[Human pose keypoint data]
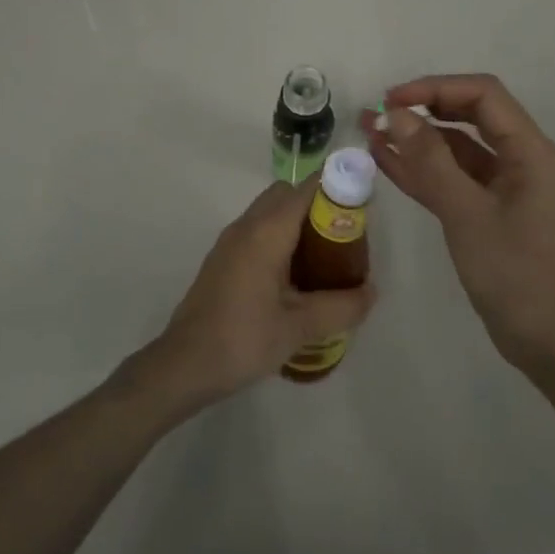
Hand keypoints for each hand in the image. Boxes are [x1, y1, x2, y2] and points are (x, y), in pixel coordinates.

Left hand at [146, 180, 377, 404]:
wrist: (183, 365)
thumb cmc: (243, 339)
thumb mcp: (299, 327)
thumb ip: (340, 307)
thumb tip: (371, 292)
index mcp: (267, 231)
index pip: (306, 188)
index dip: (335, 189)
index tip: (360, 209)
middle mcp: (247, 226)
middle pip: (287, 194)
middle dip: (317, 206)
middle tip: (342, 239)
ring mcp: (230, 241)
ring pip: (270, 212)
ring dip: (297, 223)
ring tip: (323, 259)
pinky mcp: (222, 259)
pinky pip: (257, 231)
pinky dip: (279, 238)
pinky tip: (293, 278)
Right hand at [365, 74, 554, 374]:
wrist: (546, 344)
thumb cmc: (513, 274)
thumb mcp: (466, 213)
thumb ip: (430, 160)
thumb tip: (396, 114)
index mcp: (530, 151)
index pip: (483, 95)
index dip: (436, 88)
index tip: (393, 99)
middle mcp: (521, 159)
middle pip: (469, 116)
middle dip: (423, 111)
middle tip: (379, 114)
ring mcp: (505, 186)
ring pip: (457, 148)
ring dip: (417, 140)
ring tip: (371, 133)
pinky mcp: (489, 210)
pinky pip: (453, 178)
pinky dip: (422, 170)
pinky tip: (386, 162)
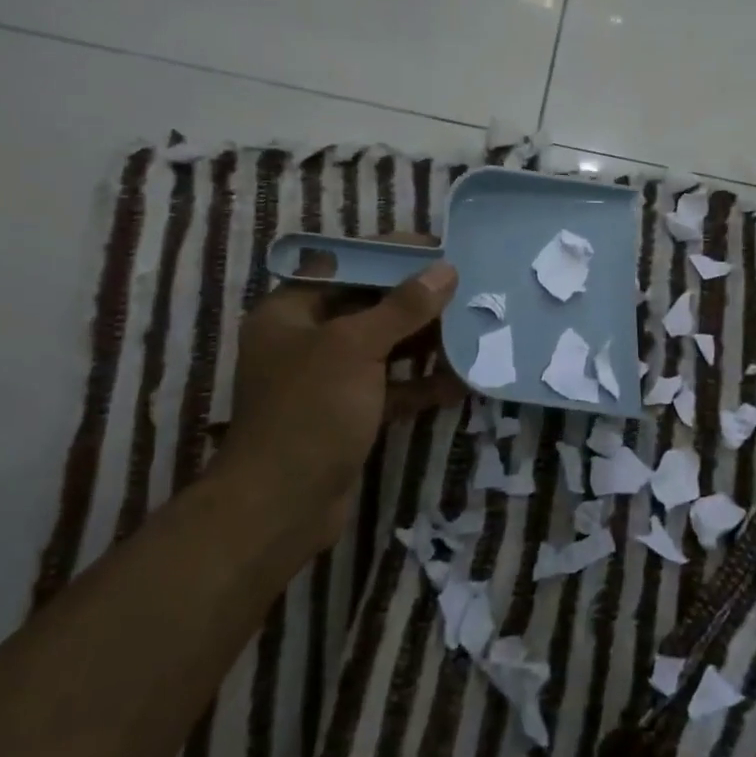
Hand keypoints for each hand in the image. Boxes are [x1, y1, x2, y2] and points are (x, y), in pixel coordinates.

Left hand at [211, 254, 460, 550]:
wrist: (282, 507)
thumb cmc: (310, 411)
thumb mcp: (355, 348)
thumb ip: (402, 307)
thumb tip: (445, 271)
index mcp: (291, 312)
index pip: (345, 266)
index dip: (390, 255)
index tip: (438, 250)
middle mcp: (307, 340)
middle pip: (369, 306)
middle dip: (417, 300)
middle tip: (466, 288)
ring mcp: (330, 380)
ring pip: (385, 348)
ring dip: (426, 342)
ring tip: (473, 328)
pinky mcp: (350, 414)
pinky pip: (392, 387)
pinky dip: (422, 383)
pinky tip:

* _What you are asked to do_
The records above need to be copied exactly, though not their pictures.

* _Exercise solution_
Hand keypoints for each hand in the image. Boxes are [x1, y1, x2, y2] and points are (x, y), in pixel coordinates.

Left hand at [146, 180, 377, 404]:
wrist: (183, 365)
thumb cmc: (243, 339)
thumb mcp: (299, 327)
thumb ip: (340, 307)
thumb tip: (371, 292)
index mcp: (267, 231)
index pip: (306, 188)
index dip: (335, 189)
index tip: (360, 209)
middle mcp: (247, 226)
middle pip: (287, 194)
middle dip: (317, 206)
middle tip: (342, 239)
ring mcp: (230, 241)
ring pip: (270, 212)
ring dip: (297, 223)
ring tip: (323, 259)
pinky mcp: (222, 259)
pinky pip: (257, 231)
pinky dip: (279, 238)
pinky tip: (293, 278)
Right hand at [365, 74, 554, 374]:
wrist: (546, 344)
thumb cmc: (513, 274)
thumb mcp: (466, 213)
thumb ip: (430, 160)
thumb tip: (396, 114)
index mcp: (530, 151)
index pip: (483, 95)
index dip: (436, 88)
index tip: (393, 99)
middle mcp: (521, 159)
middle pip: (469, 116)
middle dip: (423, 111)
middle tip: (379, 114)
ring mcp: (505, 186)
ring pip: (457, 148)
ring dip: (417, 140)
ring tip: (371, 133)
pinky mcp: (489, 210)
pinky pip: (453, 178)
pinky dip: (422, 170)
pinky tip: (386, 162)
Hand keypoints for each hand in the image. Boxes are [x1, y1, x2, y2] and points are (x, y), in pixel coordinates.

Left hand at [211, 254, 460, 550]:
wrist: (282, 507)
thumb cmc: (310, 411)
thumb mcp: (355, 348)
thumb ip: (402, 307)
thumb tip: (445, 271)
index mcp: (291, 312)
index pip: (345, 266)
index dip: (390, 255)
index tip: (438, 250)
middle mcp: (307, 340)
middle pip: (369, 306)
middle dip: (417, 300)
middle tip: (466, 288)
ring mcp: (330, 380)
ring pip: (385, 348)
ring dip: (426, 342)
ring tip: (473, 328)
pinky mcp: (350, 414)
pinky pip: (392, 387)
pinky dip: (422, 383)
pinky tip:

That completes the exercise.